Extracted information ::

---

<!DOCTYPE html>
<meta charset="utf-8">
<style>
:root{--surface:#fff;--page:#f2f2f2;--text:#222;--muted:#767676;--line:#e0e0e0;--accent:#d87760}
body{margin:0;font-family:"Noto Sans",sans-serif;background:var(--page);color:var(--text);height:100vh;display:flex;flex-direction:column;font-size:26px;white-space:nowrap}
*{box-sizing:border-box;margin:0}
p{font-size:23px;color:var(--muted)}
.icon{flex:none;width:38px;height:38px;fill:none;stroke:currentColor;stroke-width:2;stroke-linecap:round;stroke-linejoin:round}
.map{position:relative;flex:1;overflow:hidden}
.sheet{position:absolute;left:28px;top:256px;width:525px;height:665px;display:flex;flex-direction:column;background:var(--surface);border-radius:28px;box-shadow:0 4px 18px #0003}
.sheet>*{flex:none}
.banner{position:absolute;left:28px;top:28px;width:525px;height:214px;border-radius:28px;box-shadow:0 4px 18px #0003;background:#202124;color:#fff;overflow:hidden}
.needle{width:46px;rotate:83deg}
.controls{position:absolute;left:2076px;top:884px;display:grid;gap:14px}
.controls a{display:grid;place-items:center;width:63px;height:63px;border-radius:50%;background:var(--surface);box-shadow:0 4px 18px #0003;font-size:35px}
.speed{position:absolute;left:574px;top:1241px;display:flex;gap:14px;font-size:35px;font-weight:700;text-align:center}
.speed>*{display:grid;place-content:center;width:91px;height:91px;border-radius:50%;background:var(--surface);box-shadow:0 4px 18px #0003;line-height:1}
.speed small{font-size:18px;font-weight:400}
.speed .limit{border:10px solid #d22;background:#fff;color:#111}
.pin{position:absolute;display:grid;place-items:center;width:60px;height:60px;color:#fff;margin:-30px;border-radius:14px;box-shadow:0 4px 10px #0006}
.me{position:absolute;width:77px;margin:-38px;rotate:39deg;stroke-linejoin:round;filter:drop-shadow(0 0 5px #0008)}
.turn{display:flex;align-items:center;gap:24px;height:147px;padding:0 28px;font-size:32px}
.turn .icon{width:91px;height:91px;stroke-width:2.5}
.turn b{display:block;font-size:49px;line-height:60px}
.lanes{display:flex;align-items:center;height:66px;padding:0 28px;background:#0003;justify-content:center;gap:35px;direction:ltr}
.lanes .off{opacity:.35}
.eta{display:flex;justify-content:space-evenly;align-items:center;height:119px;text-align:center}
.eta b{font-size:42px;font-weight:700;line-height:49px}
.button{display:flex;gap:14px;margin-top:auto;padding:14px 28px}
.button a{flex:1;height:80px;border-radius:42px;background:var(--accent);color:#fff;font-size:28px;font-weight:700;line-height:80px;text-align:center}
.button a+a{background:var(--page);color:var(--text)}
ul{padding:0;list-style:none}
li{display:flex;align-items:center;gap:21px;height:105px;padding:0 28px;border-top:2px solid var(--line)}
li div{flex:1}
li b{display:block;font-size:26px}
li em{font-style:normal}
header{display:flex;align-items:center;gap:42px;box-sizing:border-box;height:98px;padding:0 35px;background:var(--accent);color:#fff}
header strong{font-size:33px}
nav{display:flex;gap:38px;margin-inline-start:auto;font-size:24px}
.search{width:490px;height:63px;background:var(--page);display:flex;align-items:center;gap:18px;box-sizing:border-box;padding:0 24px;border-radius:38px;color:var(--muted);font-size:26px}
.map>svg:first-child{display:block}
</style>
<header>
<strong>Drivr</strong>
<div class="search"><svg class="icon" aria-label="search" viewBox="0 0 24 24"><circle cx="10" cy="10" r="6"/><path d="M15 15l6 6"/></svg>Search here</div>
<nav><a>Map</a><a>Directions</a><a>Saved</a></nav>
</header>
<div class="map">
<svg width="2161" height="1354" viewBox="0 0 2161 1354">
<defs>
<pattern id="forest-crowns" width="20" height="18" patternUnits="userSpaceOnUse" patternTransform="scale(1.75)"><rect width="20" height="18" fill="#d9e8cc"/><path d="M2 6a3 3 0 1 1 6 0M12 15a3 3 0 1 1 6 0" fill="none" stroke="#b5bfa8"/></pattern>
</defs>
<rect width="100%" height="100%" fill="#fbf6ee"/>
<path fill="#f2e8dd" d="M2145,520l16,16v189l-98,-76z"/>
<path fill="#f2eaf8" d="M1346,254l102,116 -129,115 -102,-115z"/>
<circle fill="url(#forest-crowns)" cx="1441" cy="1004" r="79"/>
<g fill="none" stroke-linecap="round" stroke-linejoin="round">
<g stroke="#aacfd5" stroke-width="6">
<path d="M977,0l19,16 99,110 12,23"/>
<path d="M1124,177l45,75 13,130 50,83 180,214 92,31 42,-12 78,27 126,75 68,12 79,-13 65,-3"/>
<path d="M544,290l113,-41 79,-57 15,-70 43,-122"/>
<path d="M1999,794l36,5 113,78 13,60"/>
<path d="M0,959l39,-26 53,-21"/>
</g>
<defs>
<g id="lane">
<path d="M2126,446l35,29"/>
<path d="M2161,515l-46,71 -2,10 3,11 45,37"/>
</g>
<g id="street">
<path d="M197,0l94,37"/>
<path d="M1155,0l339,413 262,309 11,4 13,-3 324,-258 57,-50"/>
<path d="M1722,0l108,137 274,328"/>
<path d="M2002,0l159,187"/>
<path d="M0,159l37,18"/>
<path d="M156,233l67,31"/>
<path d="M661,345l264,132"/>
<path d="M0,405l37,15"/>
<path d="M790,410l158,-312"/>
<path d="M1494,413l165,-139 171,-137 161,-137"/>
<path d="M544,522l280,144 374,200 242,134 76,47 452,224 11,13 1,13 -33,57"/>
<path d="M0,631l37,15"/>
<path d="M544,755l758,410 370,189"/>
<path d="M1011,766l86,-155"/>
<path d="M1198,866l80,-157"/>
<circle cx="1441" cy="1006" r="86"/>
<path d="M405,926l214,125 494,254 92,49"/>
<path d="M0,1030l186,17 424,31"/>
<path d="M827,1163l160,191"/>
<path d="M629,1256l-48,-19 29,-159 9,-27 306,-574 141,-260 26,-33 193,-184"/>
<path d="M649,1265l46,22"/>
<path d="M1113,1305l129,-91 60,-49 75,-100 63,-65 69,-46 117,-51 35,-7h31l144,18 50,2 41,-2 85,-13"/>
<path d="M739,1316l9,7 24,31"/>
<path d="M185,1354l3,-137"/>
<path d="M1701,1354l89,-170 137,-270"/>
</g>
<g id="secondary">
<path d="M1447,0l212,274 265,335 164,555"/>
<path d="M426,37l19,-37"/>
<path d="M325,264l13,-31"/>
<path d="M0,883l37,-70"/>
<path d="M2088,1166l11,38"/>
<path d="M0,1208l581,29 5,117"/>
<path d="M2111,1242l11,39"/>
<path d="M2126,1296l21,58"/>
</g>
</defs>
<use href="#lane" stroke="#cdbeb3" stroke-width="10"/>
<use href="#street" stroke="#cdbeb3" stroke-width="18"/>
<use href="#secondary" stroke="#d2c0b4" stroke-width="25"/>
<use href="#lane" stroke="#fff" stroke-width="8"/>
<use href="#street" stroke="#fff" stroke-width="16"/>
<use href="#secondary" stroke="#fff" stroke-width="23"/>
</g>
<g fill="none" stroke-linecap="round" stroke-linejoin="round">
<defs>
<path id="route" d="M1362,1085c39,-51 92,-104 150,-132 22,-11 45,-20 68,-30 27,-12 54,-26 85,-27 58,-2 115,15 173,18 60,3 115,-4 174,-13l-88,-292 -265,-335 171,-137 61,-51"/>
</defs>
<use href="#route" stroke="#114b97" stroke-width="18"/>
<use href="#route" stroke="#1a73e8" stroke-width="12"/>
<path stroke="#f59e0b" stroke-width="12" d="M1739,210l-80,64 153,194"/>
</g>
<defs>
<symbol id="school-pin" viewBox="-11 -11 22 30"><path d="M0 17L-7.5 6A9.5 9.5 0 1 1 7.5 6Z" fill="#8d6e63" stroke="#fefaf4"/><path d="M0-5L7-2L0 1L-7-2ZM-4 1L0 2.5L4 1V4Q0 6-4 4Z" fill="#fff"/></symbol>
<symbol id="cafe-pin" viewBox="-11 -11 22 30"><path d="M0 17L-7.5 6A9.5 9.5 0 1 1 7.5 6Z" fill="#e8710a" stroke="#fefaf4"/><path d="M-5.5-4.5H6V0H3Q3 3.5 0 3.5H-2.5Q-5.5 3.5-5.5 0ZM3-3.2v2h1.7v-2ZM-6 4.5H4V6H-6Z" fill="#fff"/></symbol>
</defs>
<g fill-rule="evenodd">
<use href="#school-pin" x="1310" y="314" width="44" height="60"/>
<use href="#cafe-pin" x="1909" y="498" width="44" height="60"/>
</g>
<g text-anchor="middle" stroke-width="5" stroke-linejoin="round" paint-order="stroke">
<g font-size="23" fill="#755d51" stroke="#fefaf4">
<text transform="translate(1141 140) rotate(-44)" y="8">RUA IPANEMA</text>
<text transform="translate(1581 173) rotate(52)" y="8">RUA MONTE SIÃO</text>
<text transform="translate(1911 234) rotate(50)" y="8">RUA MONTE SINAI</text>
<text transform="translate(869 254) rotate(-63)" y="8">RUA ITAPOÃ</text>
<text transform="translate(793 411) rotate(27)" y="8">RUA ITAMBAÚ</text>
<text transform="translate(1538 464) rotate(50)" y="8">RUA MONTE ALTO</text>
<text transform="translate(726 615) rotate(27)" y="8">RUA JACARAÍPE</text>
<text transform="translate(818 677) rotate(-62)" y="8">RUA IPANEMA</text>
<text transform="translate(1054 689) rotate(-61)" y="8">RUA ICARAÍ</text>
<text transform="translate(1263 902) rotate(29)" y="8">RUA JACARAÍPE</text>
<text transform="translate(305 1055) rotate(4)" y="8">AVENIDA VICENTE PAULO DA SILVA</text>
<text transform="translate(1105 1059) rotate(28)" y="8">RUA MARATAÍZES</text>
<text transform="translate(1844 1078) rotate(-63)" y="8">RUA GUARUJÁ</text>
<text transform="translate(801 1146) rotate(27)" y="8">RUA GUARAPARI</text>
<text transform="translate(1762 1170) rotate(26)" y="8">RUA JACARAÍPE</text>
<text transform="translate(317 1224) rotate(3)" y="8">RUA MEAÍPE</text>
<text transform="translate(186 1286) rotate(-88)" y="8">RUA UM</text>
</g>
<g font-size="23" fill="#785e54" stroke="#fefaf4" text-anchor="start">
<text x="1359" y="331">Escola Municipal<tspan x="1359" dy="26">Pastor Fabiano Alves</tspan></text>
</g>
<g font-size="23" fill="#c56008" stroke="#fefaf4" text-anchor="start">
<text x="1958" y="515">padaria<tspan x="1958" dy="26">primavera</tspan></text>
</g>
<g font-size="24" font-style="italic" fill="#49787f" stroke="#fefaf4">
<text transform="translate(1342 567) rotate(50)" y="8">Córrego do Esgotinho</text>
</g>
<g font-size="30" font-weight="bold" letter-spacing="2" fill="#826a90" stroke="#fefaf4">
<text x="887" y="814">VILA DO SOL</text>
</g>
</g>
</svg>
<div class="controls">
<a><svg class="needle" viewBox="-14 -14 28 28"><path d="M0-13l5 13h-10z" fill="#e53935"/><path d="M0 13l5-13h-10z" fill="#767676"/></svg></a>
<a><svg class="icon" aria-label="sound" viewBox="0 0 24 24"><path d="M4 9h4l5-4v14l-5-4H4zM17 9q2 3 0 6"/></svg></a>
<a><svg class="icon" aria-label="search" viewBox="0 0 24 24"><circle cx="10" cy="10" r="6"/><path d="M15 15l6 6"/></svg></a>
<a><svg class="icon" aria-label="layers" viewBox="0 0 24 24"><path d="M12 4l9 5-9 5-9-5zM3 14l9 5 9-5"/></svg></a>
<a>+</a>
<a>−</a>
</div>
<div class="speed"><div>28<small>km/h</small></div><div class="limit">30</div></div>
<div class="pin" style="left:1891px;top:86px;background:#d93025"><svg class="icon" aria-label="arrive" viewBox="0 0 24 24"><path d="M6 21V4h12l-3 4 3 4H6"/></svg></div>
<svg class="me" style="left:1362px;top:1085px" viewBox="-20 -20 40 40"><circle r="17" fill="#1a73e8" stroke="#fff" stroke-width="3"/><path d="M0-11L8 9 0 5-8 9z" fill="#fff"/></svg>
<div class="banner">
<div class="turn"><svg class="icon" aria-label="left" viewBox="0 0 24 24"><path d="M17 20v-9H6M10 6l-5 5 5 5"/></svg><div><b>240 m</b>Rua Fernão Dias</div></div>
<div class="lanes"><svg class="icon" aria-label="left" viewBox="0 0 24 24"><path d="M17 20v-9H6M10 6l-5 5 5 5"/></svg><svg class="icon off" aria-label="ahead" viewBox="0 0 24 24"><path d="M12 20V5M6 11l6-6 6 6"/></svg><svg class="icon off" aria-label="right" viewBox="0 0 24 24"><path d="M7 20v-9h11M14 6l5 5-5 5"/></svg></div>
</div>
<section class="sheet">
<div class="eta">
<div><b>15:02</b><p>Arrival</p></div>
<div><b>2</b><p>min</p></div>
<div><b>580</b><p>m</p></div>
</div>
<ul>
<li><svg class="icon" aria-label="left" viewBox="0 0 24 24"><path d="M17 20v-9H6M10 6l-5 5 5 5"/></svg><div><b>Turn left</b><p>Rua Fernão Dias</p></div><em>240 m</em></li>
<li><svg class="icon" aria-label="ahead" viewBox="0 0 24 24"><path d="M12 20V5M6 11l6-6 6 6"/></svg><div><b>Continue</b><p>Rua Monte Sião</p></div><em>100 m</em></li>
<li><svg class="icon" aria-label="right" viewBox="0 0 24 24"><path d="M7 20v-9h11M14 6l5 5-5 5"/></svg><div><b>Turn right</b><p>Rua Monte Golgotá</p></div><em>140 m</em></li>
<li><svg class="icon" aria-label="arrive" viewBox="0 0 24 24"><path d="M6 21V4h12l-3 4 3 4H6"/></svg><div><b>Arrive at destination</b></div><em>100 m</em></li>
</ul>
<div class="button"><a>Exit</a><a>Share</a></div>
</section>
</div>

---

Work request ::
Look at each line above and note whether it holds the word "Fernão". Report how many do, as the number only.

Finished exercise ::
2